Ceci permet de démontrer s’il en était besoin l’intérêt de maintenir une veille scientifique de haut niveau dans notre discipline.
Les auteurs qui souhaitent s’exprimer peuvent évidemment le faire en ayant un contact direct avec l’auteur du compte rendu et bien entendu avec les responsables des rubriques qui sont identifiés en page d’accueil des CR. http://www.clionautes.org/spip.php?rubrique7
Parvenu en mai 2008 au service de presse des Clionautes, cet ouvrage est une œuvre collective associant un universitaire, professeur au Mirail et des professeurs exerçant dans le secondaire. Il est clairement destiné à être acquis par les centres de documentations mais sa clarté et sa structure permettent également d’en disposer dans l’enseignement supérieur et au et au-delà pour tous les publics curieux de cet épisode dramatique de l’histoire.
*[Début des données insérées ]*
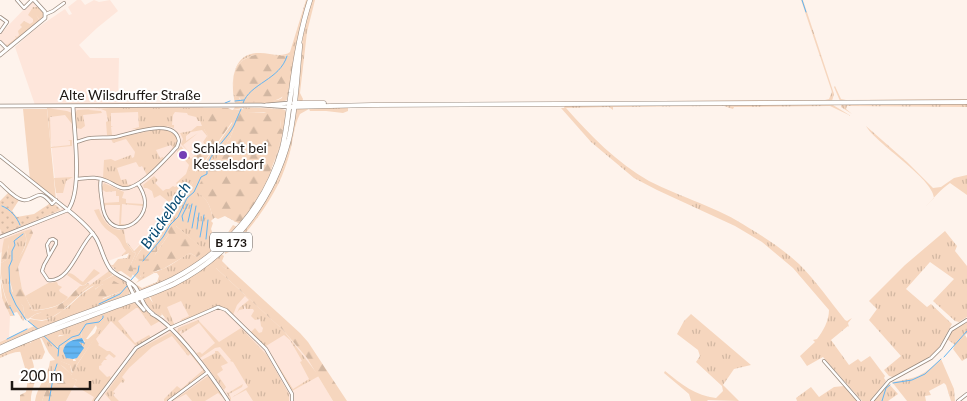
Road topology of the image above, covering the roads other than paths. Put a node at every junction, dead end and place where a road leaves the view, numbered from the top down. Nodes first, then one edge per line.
1 (17, 0) edge
2 (33, 0) edge
3 (310, 0) edge
4 (64, 3) dead end
5 (46, 14) junction
6 (0, 17) edge
7 (0, 32) edge
8 (0, 42) edge
9 (7, 49) junction
10 (0, 55) edge
11 (967, 102) edge
12 (292, 105) junction
13 (0, 106) edge
14 (73, 106) junction
15 (75, 142) junction
16 (0, 156) edge
17 (76, 179) junction
18 (101, 179) junction
19 (0, 183) edge
20 (138, 184) junction
21 (56, 200) junction
22 (68, 210) junction
23 (93, 233) junction
24 (0, 238) edge
25 (49, 255) junction
26 (137, 296) junction
27 (967, 320) edge
28 (170, 328) junction
29 (35, 335) junction
30 (0, 348) edge
31 (0, 352) edge
32 (824, 361) dead end
33 (208, 372) junction
34 (967, 394) edge
35 (96, 401) edge
36 (169, 401) edge
37 (228, 401) edge
38 (292, 401) edge
39 (859, 401) edge
40 (872, 401) edge
41 (958, 401) edge

1 - 2 street
2 - 5 street
3 - 12 main road, B 173
4 - 5 street
5 - 9 street
6 - 7 street
8 - 9 street
9 - 10 street
11 - 12 main road
12 - 14 street, Alte Wilsdruffer Straße
12 - 26 main road, B 173
13 - 14 street, Alte Wilsdruffer Straße
14 - 15 street
15 - 17 street
15 - 20 street
16 - 21 street
17 - 18 street
17 - 22 street
18 - 20 street
18 - 20 street
19 - 21 street
21 - 22 street
22 - 23 street
22 - 24 street
23 - 25 street
23 - 26 street
25 - 25 street
26 - 28 street
26 - 29 main road, B 173
27 - 40 street
28 - 33 street
28 - 35 street
28 - 38 street
29 - 30 main road, B 173
29 - 31 main road, B 173
32 - 39 street
33 - 36 street
33 - 37 street
34 - 41 street

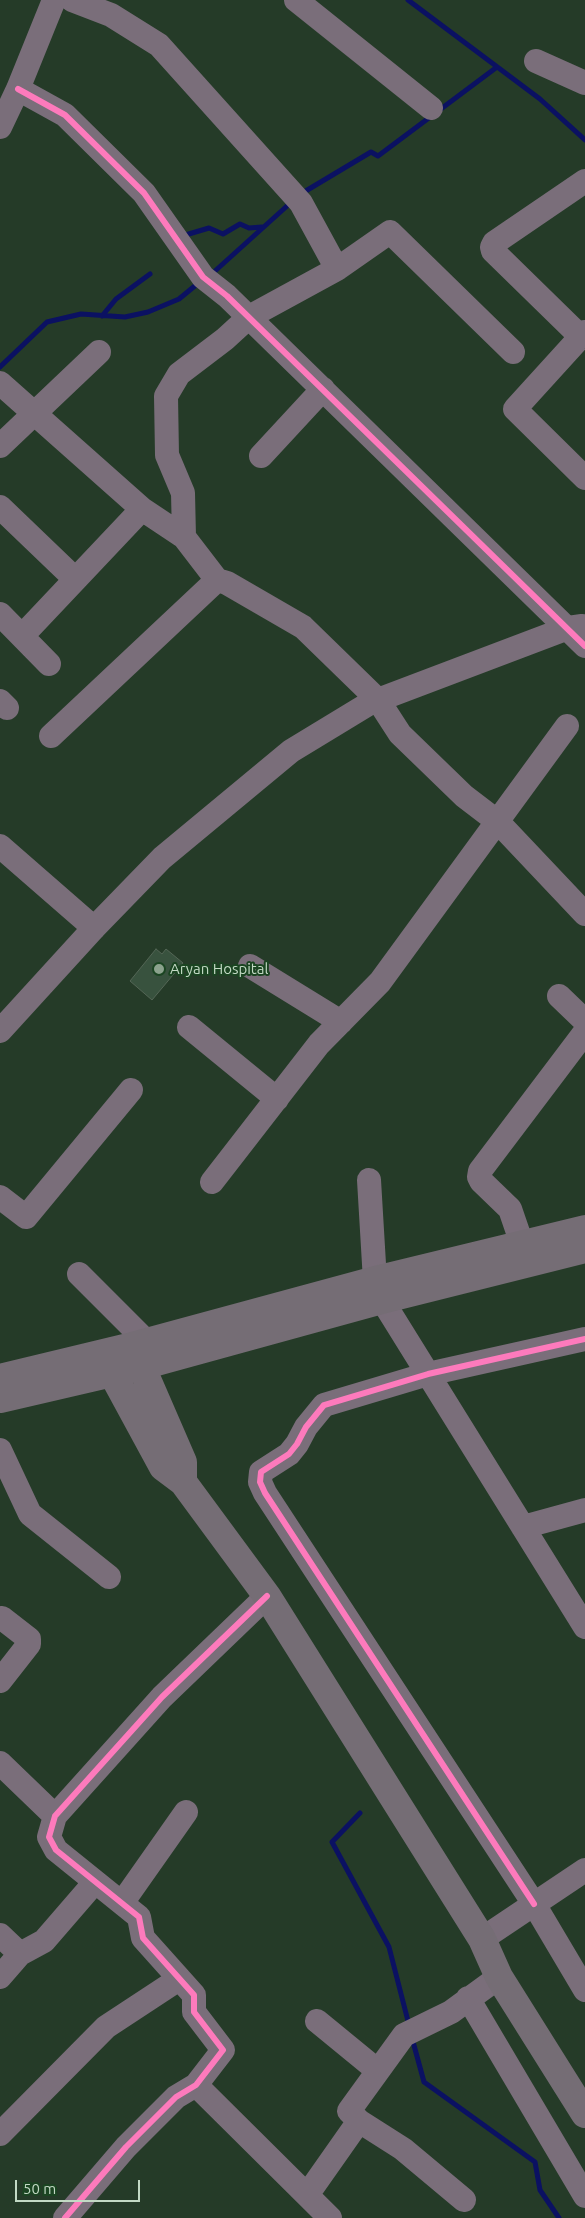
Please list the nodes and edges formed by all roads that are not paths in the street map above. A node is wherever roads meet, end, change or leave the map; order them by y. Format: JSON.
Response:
{"nodes":[{"id":1,"x":54,"y":0,"type":"edge"},
{"id":2,"x":72,"y":0,"type":"edge"},
{"id":3,"x":296,"y":0,"type":"edge"},
{"id":4,"x":536,"y":61,"type":"dead end"},
{"id":5,"x":585,"y":83,"type":"edge"},
{"id":6,"x":18,"y":89,"type":"junction"},
{"id":7,"x":431,"y":108,"type":"dead end"},
{"id":8,"x":0,"y":127,"type":"edge"},
{"id":9,"x":585,"y":181,"type":"edge"},
{"id":10,"x":337,"y":269,"type":"junction"},
{"id":11,"x":249,"y":317,"type":"junction"},
{"id":12,"x":584,"y":334,"type":"edge"},
{"id":13,"x":100,"y":352,"type":"dead end"},
{"id":14,"x":513,"y":352,"type":"dead end"},
{"id":15,"x":0,"y":382,"type":"edge"},
{"id":16,"x":323,"y":389,"type":"junction"},
{"id":17,"x":34,"y":414,"type":"junction"},
{"id":18,"x":0,"y":446,"type":"edge"},
{"id":19,"x":262,"y":456,"type":"dead end"},
{"id":20,"x":585,"y":478,"type":"edge"},
{"id":21,"x":0,"y":507,"type":"edge"},
{"id":22,"x":142,"y":509,"type":"junction"},
{"id":23,"x":184,"y":537,"type":"junction"},
{"id":24,"x":75,"y":579,"type":"junction"},
{"id":25,"x":217,"y":580,"type":"junction"},
{"id":26,"x":0,"y":614,"type":"edge"},
{"id":27,"x":576,"y":626,"type":"edge"},
{"id":28,"x":22,"y":636,"type":"junction"},
{"id":29,"x":585,"y":646,"type":"edge"},
{"id":30,"x":49,"y":664,"type":"dead end"},
{"id":31,"x":378,"y":700,"type":"junction"},
{"id":32,"x":567,"y":726,"type":"dead end"},
{"id":33,"x":51,"y":736,"type":"dead end"},
{"id":34,"x":498,"y":822,"type":"junction"},
{"id":35,"x":0,"y":846,"type":"edge"},
{"id":36,"x":585,"y":914,"type":"edge"},
{"id":37,"x":94,"y":928,"type":"junction"},
{"id":38,"x":250,"y":966,"type":"dead end"},
{"id":39,"x":559,"y":996,"type":"dead end"},
{"id":40,"x":585,"y":1021,"type":"edge"},
{"id":41,"x":341,"y":1022,"type":"junction"},
{"id":42,"x":189,"y":1027,"type":"dead end"},
{"id":43,"x":0,"y":1031,"type":"edge"},
{"id":44,"x":585,"y":1032,"type":"edge"},
{"id":45,"x":131,"y":1090,"type":"dead end"},
{"id":46,"x":277,"y":1099,"type":"junction"},
{"id":47,"x":369,"y":1180,"type":"dead end"},
{"id":48,"x":212,"y":1182,"type":"dead end"},
{"id":49,"x":1,"y":1200,"type":"edge"},
{"id":50,"x":585,"y":1229,"type":"edge"},
{"id":51,"x":585,"y":1249,"type":"edge"},
{"id":52,"x":524,"y":1253,"type":"junction"},
{"id":53,"x":79,"y":1274,"type":"dead end"},
{"id":54,"x":379,"y":1290,"type":"junction"},
{"id":55,"x":585,"y":1339,"type":"edge"},
{"id":56,"x":140,"y":1351,"type":"junction"},
{"id":57,"x":109,"y":1363,"type":"junction"},
{"id":58,"x":428,"y":1374,"type":"junction"},
{"id":59,"x":0,"y":1378,"type":"edge"},
{"id":60,"x":0,"y":1399,"type":"edge"},
{"id":61,"x":0,"y":1450,"type":"edge"},
{"id":62,"x":183,"y":1482,"type":"junction"},
{"id":63,"x":585,"y":1510,"type":"edge"},
{"id":64,"x":523,"y":1527,"type":"junction"},
{"id":65,"x":109,"y":1577,"type":"dead end"},
{"id":66,"x":267,"y":1596,"type":"junction"},
{"id":67,"x":2,"y":1618,"type":"dead end"},
{"id":68,"x":585,"y":1627,"type":"edge"},
{"id":69,"x":0,"y":1680,"type":"edge"},
{"id":70,"x":0,"y":1763,"type":"edge"},
{"id":71,"x":186,"y":1812,"type":"dead end"},
{"id":72,"x":55,"y":1816,"type":"junction"},
{"id":73,"x":585,"y":1870,"type":"edge"},
{"id":74,"x":95,"y":1882,"type":"junction"},
{"id":75,"x":122,"y":1903,"type":"junction"},
{"id":76,"x":534,"y":1904,"type":"junction"},
{"id":77,"x":0,"y":1935,"type":"edge"},
{"id":78,"x":482,"y":1940,"type":"junction"},
{"id":79,"x":20,"y":1954,"type":"junction"},
{"id":80,"x":0,"y":1977,"type":"edge"},
{"id":81,"x":499,"y":1977,"type":"junction"},
{"id":82,"x":179,"y":1978,"type":"junction"},
{"id":83,"x":585,"y":1990,"type":"edge"},
{"id":84,"x":468,"y":1998,"type":"junction"},
{"id":85,"x":317,"y":2021,"type":"dead end"},
{"id":86,"x":378,"y":2071,"type":"junction"},
{"id":87,"x":196,"y":2085,"type":"junction"},
{"id":88,"x":585,"y":2114,"type":"edge"},
{"id":89,"x":359,"y":2122,"type":"junction"},
{"id":90,"x":0,"y":2134,"type":"edge"},
{"id":91,"x":307,"y":2194,"type":"junction"},
{"id":92,"x":585,"y":2196,"type":"edge"},
{"id":93,"x":464,"y":2200,"type":"dead end"},
{"id":94,"x":64,"y":2218,"type":"edge"},
{"id":95,"x":330,"y":2218,"type":"edge"}],
"edges":[{"from":1,"to":6,"type":"street"},
{"from":2,"to":10,"type":"street"},
{"from":3,"to":7,"type":"street"},
{"from":4,"to":5,"type":"street"},
{"from":6,"to":8,"type":"street"},
{"from":6,"to":11,"type":"street"},
{"from":9,"to":12,"type":"street"},
{"from":10,"to":11,"type":"street"},
{"from":10,"to":14,"type":"street"},
{"from":11,"to":16,"type":"street"},
{"from":11,"to":23,"type":"street"},
{"from":12,"to":20,"type":"street"},
{"from":13,"to":17,"type":"street"},
{"from":15,"to":17,"type":"street"},
{"from":16,"to":19,"type":"street"},
{"from":16,"to":27,"type":"street"},
{"from":17,"to":18,"type":"street"},
{"from":17,"to":22,"type":"street"},
{"from":21,"to":24,"type":"street"},
{"from":22,"to":23,"type":"street"},
{"from":22,"to":24,"type":"street"},
{"from":23,"to":25,"type":"street"},
{"from":24,"to":28,"type":"street"},
{"from":25,"to":31,"type":"street"},
{"from":25,"to":33,"type":"street"},
{"from":26,"to":28,"type":"street"},
{"from":27,"to":29,"type":"street"},
{"from":27,"to":31,"type":"street"},
{"from":28,"to":30,"type":"street"},
{"from":31,"to":34,"type":"street"},
{"from":31,"to":37,"type":"street"},
{"from":32,"to":34,"type":"street"},
{"from":34,"to":36,"type":"street"},
{"from":34,"to":41,"type":"street"},
{"from":35,"to":37,"type":"street"},
{"from":37,"to":43,"type":"street"},
{"from":38,"to":41,"type":"street"},
{"from":39,"to":40,"type":"street"},
{"from":41,"to":46,"type":"street"},
{"from":42,"to":46,"type":"street"},
{"from":44,"to":52,"type":"street"},
{"from":45,"to":49,"type":"street"},
{"from":46,"to":48,"type":"street"},
{"from":47,"to":54,"type":"street"},
{"from":50,"to":52,"type":"main road"},
{"from":51,"to":52,"type":"main road"},
{"from":52,"to":54,"type":"main road"},
{"from":53,"to":56,"type":"street"},
{"from":54,"to":56,"type":"main road"},
{"from":54,"to":58,"type":"street"},
{"from":55,"to":58,"type":"street"},
{"from":56,"to":57,"type":"main road"},
{"from":56,"to":62,"type":"main road"},
{"from":57,"to":59,"type":"main road"},
{"from":57,"to":60,"type":"main road"},
{"from":57,"to":62,"type":"main road"},
{"from":58,"to":64,"type":"street"},
{"from":58,"to":76,"type":"street"},
{"from":61,"to":65,"type":"street"},
{"from":62,"to":66,"type":"main road"},
{"from":63,"to":64,"type":"street"},
{"from":64,"to":68,"type":"street"},
{"from":66,"to":72,"type":"street"},
{"from":66,"to":78,"type":"main road"},
{"from":67,"to":69,"type":"street"},
{"from":70,"to":72,"type":"street"},
{"from":71,"to":75,"type":"street"},
{"from":72,"to":74,"type":"street"},
{"from":73,"to":76,"type":"street"},
{"from":74,"to":75,"type":"street"},
{"from":74,"to":79,"type":"street"},
{"from":75,"to":82,"type":"street"},
{"from":76,"to":78,"type":"street"},
{"from":76,"to":83,"type":"street"},
{"from":77,"to":79,"type":"street"},
{"from":78,"to":81,"type":"main road"},
{"from":79,"to":80,"type":"street"},
{"from":81,"to":84,"type":"street"},
{"from":81,"to":88,"type":"main road"},
{"from":82,"to":87,"type":"street"},
{"from":82,"to":90,"type":"street"},
{"from":84,"to":86,"type":"street"},
{"from":84,"to":92,"type":"street"},
{"from":85,"to":86,"type":"street"},
{"from":86,"to":89,"type":"street"},
{"from":87,"to":91,"type":"street"},
{"from":87,"to":94,"type":"street"},
{"from":89,"to":91,"type":"street"},
{"from":89,"to":93,"type":"street"},
{"from":91,"to":95,"type":"street"}]}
L’introduction rappelle que cette guerre d’Algérie est rentrée dans les programmes en 1982 mais que c’est la loi de 1999 qui permis de parler de cette guerre d’Algérie en tant que telle et plus de ces opérations de maintien de l’ordre qui n’étaient que précaution de langage.
Un peu moins de la moitié de l’ouvrage est consacré à une mise au point chronologique de la guerre d’Algérie, avec un retour en arrière sur la colonisation et les épisodes antérieurs à la seconde guerre mondiale qui marquent la naissance du nationalisme algérien. Cette partie permet de relativiser certaines affirmations partisanes prétendant que l’historiographie française a ignoré les vaincus de la guerre civile entre algériens, les nationalistes du MNA, le mouvement de Messali Hadj dont étaient issus les cadres fondateurs du FLN.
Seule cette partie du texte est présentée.